In a way this is the same issue as the one we faced in the 1990s, even if the context is different.  Whether the concern is a humanitarian one -- a sense of obligation to halt or prevent the massacre of large numbers of people -- or one of self-preservation from a sneak attack with deadly weapons, it is clearly, in the minds of those who feel it, a categorical imperative that cannot be ignored.  If it is not addressed collectively, within the framework of the Charter, another response will be found.

Therefore, it is incumbent on those of us who believe firmly in the need to preserve and strengthen our collective security system to prove that that system can deal effectively with those concerns.

That is the essential task of the High-Level Panel, which has been widely referred to -- but misleadingly -- as a panel on “UN reform”.  It may indeed propose changes in the rules and mechanisms of the United Nations -- including, of course, to the Security Council itself, the expansion of which is long overdue.  But if so, those changes will be a means to an end, not the end itself.  The object of the exercise is to find a credible and convincing collective answer to the challenges of our time.

I am very glad that a distinguished Indian thinker and practitioner of peace and security, General Satish Nambiar, is a member of this Panel, because I am sure that India has a vital contribution to make to this crucial reflection on some of the most urgent problems of world order.
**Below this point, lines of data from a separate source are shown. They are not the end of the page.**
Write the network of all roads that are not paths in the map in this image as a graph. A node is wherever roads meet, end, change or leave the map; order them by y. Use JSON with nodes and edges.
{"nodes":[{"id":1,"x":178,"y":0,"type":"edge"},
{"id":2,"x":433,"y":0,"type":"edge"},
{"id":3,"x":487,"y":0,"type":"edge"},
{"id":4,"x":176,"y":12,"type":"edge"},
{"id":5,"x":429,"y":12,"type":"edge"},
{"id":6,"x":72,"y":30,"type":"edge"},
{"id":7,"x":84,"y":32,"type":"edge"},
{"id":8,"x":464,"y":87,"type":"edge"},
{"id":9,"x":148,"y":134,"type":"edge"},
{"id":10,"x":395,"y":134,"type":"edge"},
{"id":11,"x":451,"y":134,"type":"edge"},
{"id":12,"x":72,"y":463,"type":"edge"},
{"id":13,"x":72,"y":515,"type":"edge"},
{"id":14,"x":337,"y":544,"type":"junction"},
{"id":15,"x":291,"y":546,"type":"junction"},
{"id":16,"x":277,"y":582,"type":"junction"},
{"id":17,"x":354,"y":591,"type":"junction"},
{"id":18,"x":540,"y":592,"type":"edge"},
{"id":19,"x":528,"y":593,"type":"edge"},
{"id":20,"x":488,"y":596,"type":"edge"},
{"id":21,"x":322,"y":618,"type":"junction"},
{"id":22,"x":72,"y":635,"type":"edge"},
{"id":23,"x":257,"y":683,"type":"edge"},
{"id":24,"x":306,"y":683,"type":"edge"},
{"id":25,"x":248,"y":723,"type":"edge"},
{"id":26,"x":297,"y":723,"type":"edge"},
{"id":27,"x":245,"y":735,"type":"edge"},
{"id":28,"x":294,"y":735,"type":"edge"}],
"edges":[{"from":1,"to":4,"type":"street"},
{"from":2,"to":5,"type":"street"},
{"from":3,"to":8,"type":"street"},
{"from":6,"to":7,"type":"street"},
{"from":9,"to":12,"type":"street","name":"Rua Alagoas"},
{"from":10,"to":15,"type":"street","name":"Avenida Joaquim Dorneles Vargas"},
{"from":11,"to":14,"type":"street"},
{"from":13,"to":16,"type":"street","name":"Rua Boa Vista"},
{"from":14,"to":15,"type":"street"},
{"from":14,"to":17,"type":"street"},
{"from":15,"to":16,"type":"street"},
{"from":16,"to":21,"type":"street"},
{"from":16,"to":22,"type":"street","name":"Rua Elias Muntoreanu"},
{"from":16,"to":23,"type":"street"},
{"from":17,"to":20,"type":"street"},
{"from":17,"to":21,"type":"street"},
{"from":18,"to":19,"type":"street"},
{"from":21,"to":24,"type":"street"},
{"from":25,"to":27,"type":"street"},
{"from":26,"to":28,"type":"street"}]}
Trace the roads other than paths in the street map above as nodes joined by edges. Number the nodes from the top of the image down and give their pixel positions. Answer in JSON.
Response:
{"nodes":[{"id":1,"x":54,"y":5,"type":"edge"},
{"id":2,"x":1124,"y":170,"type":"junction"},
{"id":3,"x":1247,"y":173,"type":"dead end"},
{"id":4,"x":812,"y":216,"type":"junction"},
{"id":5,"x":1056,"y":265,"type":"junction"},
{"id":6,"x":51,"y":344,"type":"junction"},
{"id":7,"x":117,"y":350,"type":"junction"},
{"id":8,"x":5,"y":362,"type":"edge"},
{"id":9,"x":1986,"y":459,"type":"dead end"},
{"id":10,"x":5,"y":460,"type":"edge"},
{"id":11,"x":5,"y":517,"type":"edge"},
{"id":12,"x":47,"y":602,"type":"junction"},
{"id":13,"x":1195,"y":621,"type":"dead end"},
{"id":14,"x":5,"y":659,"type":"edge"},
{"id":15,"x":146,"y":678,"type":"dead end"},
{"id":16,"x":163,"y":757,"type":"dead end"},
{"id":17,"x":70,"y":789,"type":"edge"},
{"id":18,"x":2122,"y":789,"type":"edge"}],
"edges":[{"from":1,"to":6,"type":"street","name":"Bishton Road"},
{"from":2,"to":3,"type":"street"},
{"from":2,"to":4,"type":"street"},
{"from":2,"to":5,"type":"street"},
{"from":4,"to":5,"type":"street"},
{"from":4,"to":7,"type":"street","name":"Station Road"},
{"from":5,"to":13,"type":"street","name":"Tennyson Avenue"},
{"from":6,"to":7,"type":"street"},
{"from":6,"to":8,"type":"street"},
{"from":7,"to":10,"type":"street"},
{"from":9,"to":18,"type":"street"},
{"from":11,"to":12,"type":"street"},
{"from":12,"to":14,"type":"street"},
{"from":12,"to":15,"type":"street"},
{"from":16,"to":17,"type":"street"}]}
I have talked quite a lot about the United Nations, and about international security.  I’m not sure if I have mentioned multilateralism by name, but I believe all my remarks have been informed by a profound belief in that approach.  We live in an increasingly interconnected world, in which no nation -- even the most powerful -- can solve all its problems by itself.  I am absolutely convinced that many of the tasks confronting us can be accomplished only by working through multilateral mechanisms, among which the United Nations, by virtue of its global reach, is surely pre-eminent.  But multilateralism will not just happen.

It requires an enormous effort of will, by many people in many countries, to define common purposes and forge a common strategy for achieving them.  It is in that effort that the United Nations is now engaged.  Its success depends on the commitment and creativity of people like yourselves, in every region of the world.  As I look around this hall, I believe we have no reason to despair.